As for the future of the recycled PP market, Moore says, “The potential is huge. There are established brand-name companies beginning to make commitments. Many new companies are in the research-and-development phase. Consumers are becoming educated, which will ultimately drive the usage of this material.”
Scaling up
When Mike Otworth, CEO of PureCycle Technologies, came to that company, he says P&G had a “strong desire” to use a higher percentage of recycled content in its packaging, but the quality of recycled PP was an issue.
“Polypropylene is the largest by volume resin that P&G purchased, and they use mostly food-grade packaging for most of their applications, so a solution that would enable them to use more recycled polypropylene was of paramount importance,” Otworth says. “There just wasn’t a technology out there that would afford them the opportunity to use more without making serious compromise in appearance and quality.”
A P&G polymer scientist’s work led to the development of technology that will be at the center of PureCycle’s first commercial plant. As part of the first phase of commercial operations, a $25 million feedstock evaluation unit is currently being commissioned. Otworth says the unit will test a variety of feedstock from around the world and will help PureCycle develop a blending system designed to meet its customers’ specifications.

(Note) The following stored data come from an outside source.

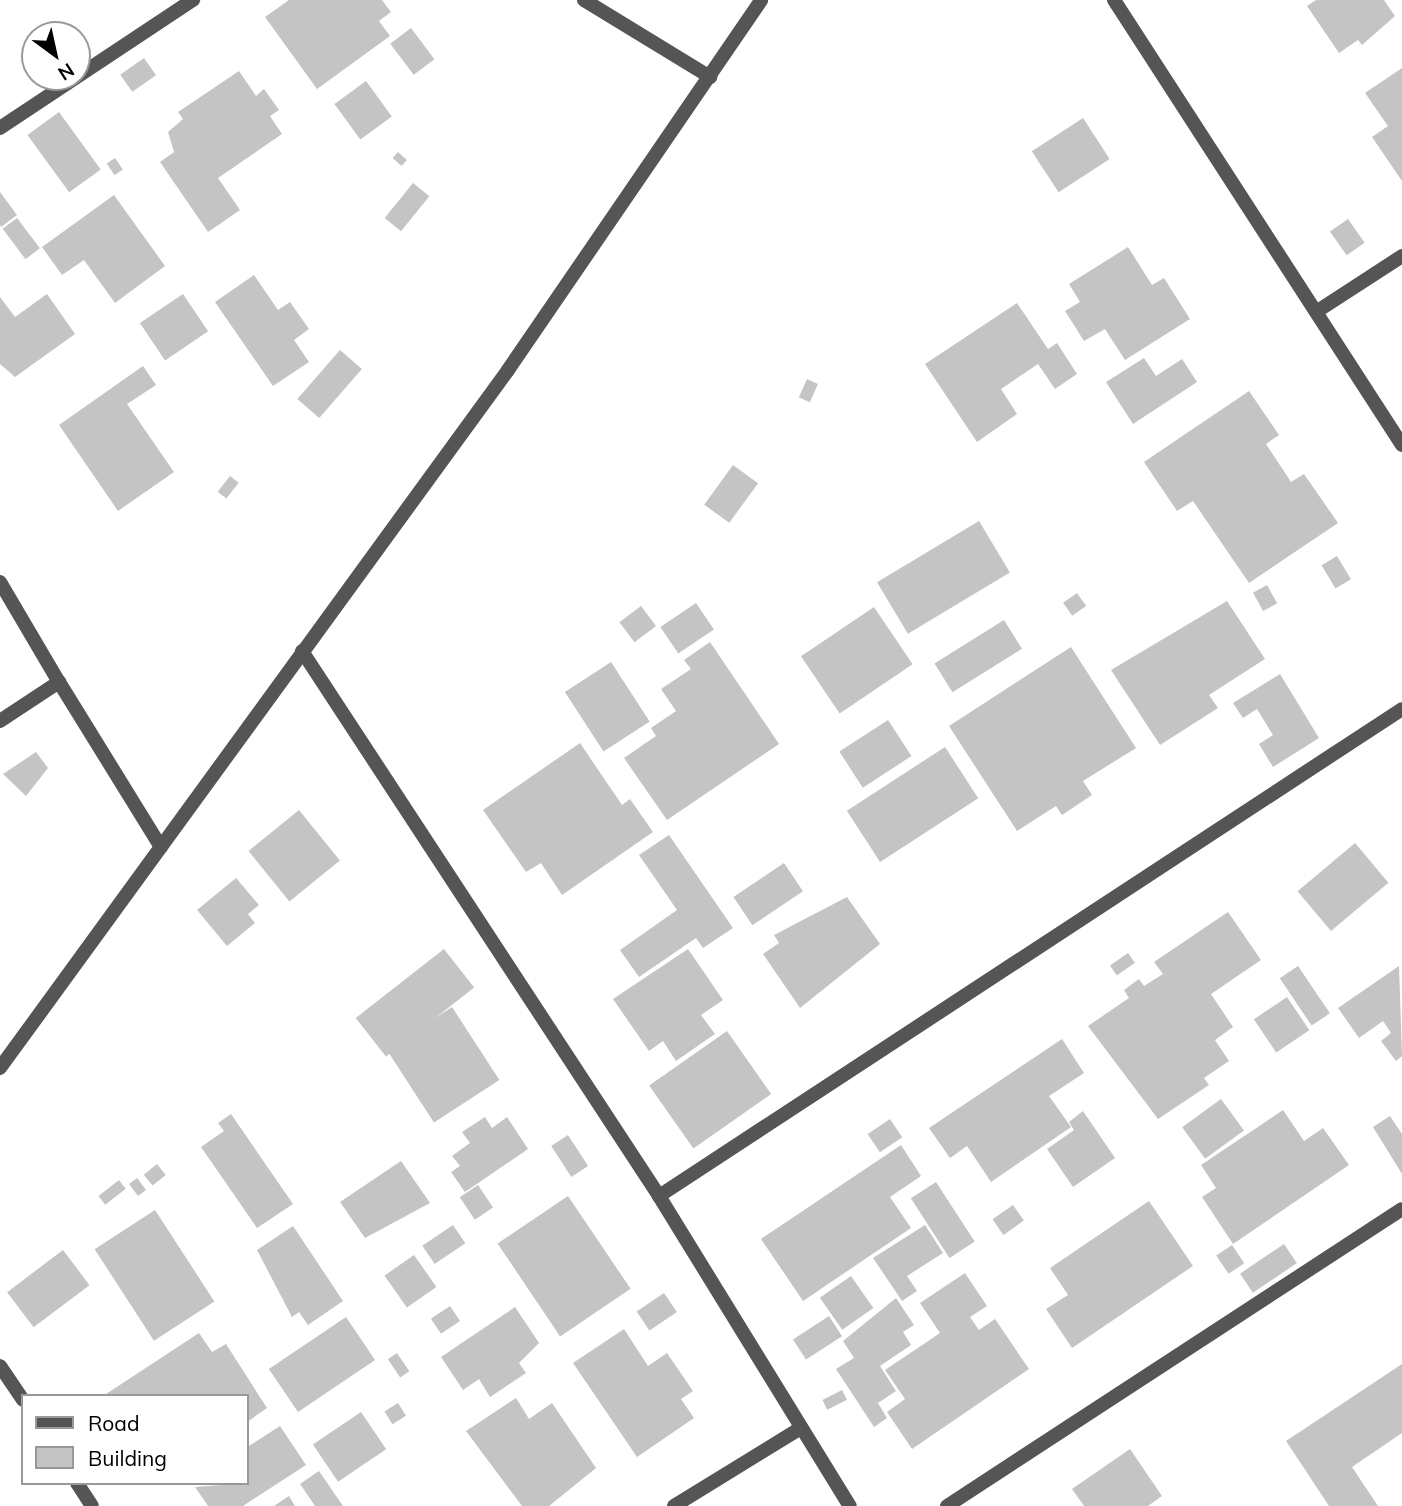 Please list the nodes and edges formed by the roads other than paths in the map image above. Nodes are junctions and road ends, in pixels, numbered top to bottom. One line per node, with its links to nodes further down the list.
1 (193, 0): 6 (street)
2 (584, 0): 5 (street)
3 (761, 0): 5 (street)
4 (1114, 0): 8 (street)
5 (710, 77): 11 (street)
6 (0, 128)
7 (1402, 256): 8 (street)
8 (1319, 310): 9 (street)
9 (1402, 445)
10 (0, 582): 12 (street)
11 (302, 651): 15 (street); 17 (street)
12 (59, 682): 14 (street); 15 (street)
13 (1402, 709): 17 (street)
14 (0, 721)
15 (161, 848): 16 (street)
16 (0, 1068)
17 (659, 1196): 21 (street)
18 (1402, 1209): 26 (street)
19 (0, 1366): 20 (street)
20 (21, 1397)
21 (799, 1429): 24 (street); 25 (street)
22 (78, 1485): 23 (street)
23 (92, 1506)
24 (674, 1506)
25 (850, 1506)
26 (947, 1506)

He says PureCycle has presold all product from the commercial plant for the next 20 years.
“We’re seeing a willingness in the market to pay premium price for resin that looks and smells like virgin but is recycled,” says Otworth, who has spent most of his career working with companies to commercialize emerging technologies. “I think the demand is quite strong and continues to get stronger.”
Reflecting on his career, Otworth adds, “Sometimes the world is not quite ready for a technology or you’ve missed the window of opportunity. In my career, PureCycle is maybe the best example of technology coming along in almost the perfect time. We’re making a commercial product that the market globally very strongly desires.”